Listed records:
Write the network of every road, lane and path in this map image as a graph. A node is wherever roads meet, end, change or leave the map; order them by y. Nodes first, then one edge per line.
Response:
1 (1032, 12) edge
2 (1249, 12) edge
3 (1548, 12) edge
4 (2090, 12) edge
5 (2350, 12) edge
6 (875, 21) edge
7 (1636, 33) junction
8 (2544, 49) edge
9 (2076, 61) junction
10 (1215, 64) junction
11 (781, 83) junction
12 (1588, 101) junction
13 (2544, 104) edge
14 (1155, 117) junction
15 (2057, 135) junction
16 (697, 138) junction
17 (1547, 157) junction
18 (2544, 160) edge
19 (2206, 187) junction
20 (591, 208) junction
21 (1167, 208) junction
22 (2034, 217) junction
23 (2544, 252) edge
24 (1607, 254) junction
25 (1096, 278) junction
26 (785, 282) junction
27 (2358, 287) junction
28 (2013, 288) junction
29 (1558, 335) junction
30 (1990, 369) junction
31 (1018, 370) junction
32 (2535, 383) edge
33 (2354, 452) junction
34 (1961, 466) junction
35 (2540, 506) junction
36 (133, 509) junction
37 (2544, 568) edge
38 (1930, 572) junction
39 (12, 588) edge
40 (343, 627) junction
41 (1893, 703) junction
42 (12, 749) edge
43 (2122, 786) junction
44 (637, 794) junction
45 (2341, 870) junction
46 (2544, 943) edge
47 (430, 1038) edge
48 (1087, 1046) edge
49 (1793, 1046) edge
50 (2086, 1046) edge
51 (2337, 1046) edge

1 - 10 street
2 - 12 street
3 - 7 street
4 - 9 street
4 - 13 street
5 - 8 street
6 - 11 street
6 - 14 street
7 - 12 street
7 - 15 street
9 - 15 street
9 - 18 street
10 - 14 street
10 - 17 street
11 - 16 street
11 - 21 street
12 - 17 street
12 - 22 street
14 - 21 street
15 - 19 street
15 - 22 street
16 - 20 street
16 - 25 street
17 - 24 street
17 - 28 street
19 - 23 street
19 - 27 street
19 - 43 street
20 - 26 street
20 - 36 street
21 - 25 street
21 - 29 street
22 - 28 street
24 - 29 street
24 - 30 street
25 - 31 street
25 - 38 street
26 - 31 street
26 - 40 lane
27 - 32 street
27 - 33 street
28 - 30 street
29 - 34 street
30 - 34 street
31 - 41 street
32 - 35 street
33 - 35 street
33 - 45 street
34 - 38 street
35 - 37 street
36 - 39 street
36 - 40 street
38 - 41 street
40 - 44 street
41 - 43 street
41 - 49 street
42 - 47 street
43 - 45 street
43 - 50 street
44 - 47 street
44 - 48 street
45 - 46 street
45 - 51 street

Task directions:
Your response should be the lines of the entries above that include the string "lane".

Problem solution:
Write the network of every road, lane and path in this map image as a graph. A node is wherever roads meet, end, change or leave the map; order them by y. Nodes first, then one edge per line.
26 - 40 lane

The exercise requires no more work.